Weilheim – Das Ende der Milchquote steht nach 30 Jahren bevor. Darunter versteht man die Menge der Milch, die ein Landwirt produzieren darf. Viele Bauern fragen sich, was das Auslaufen der Quote im April 2015 für Folgen hat. Mancher fürchtet einen weiteren Rückgang des Milchpreises.

Auf den Tisch kam das Thema auch kürzlich bei der Jahreshauptversammlung der Weilheimer Zuchtverbände. „Nutzen Sie die Chance, die Einnahmenseite ihres Betriebes durch die Vermarktung von Zuchtvieh zu verbessern“, riet Geschäftsführer Helmut Goßner seinen Zuhörern.

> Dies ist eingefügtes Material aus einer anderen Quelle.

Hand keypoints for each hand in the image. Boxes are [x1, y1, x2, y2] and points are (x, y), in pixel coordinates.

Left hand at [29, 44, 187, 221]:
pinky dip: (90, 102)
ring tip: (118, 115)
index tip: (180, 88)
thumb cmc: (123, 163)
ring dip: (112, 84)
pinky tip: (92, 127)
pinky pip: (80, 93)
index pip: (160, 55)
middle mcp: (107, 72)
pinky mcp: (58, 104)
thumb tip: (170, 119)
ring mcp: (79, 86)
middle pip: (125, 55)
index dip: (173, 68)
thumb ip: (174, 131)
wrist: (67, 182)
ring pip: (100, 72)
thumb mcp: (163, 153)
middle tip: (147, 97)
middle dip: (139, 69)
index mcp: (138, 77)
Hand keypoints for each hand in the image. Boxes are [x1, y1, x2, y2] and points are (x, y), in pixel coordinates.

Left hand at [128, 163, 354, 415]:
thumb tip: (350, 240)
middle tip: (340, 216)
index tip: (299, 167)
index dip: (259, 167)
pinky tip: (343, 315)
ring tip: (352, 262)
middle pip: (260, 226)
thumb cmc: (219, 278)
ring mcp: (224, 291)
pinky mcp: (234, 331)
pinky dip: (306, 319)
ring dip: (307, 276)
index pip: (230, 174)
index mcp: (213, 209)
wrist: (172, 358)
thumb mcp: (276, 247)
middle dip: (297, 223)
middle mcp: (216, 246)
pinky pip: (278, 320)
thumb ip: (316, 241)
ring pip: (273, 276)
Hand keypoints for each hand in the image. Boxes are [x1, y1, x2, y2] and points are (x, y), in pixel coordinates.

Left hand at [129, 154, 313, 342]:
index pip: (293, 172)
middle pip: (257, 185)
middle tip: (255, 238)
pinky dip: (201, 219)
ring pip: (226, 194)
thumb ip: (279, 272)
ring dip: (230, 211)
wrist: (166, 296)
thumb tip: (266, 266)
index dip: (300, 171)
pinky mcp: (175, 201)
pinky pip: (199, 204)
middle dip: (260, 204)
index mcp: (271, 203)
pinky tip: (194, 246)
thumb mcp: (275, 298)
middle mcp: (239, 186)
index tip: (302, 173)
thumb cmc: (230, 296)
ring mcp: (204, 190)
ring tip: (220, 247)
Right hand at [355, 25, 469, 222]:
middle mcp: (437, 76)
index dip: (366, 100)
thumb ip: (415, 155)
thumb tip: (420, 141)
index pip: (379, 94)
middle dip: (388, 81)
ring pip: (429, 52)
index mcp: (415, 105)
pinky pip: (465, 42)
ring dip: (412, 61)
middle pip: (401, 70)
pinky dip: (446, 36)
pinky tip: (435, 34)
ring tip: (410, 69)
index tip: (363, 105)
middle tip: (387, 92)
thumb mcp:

Auch Jürgen Geyer vom Verband der Milcherzeuger Bayern kam in der Weilheimer Stadthalle auf das Ende der Quote zu sprechen, schickte aber gleich das Bonmot vorneweg: „Prognosen sind schwierig, besonders, wenn sie die Zukunft betreffen.“ Es sei oft schon schwierig, die Entwicklung von zwei oder drei Monaten vorherzusagen.

Doch Geyer verbreitete am Ende vorsichtigen Optimismus. „Wenn uns die Politik nicht ausbremst, haben wir gute Erfolgschancen.“ Auch ohne Milchquote.

Vergangenes Jahr kam die Politik dazwischen. Stichwort: Ukraine-Krise mit den Sanktionen gegen Russland. „Das zu kompensieren, fällt schwer“, sagte Geyer. Er prognostizierte, dass es in Deutschland ein Stück weit zu einer Verlagerung der Milchproduktion kommen werde, hin zu begünstigten Lagen wie etwa den Küstenregionen.

Doch nun zum Thema Zucht: Das Jahr 2014 „war für die Weilheimer Zuchtverbände ein sehr ereignisreiches Jahr“, resümierte Geschäftsführer Goßner. „Das erste Jahr der neuen Vorstandschaft, viele wichtige Themen in den Gremien, zwei Bundesschauen und nicht zuletzt seit März eine deutliche Nachfragebelebung im Exportbereich.“ Bemerkenswert: Bei nahezu konstanter Mitgliederzahl ist die Anzahl an Herdbuchkühen um mehr als 1 600 auf inzwischen 52 000 gestiegen. „Die durchschnittliche Kuhzahl je Betrieb liegt somit bei über 40 Kühen“, rechnete Goßner vor.

Die Leistungsentwicklung sei bei allen Rassen im abgelaufenen Jahr positiv gewesen. Trotz des deutlichen Leistungsschubes sei für den Milcherzeugerring Weilheim aber keine Topplatzierung im Vergleich zu den anderen bayerischen Gebieten zu erzielen.

Der Anteil der Nutzkälber am Umsatz ist beträchtlich: Er beträgt knapp 60 Prozent. Die Durchschnittspreise sind laut Goßner in allen Sparten leicht rückläufig. 2015 wird aus Sicht des Geschäftsführers „in jeder Hinsicht ein spannendes Jahr. Züchterisch sind alle gespannt darauf, wie sich die Bullen, welche mit genomischen Zuchtwerten angekauft wurden, entwickeln und bewähren.“

Ein Termin, den sich Freunde der Rinderzucht jetzt schon merken sollten, ist Samstag, 21. Februar. An diesem Tag geht in Weilheim in der Großen Hochlandhalle eine Jubiläumstierschau über die Bühne. Der Anlass ist 40 Jahre Rinderzucht Südbayern. Dabei werden die Zuchterfolge der verschiedenen Rassen öffentlich präsentiert.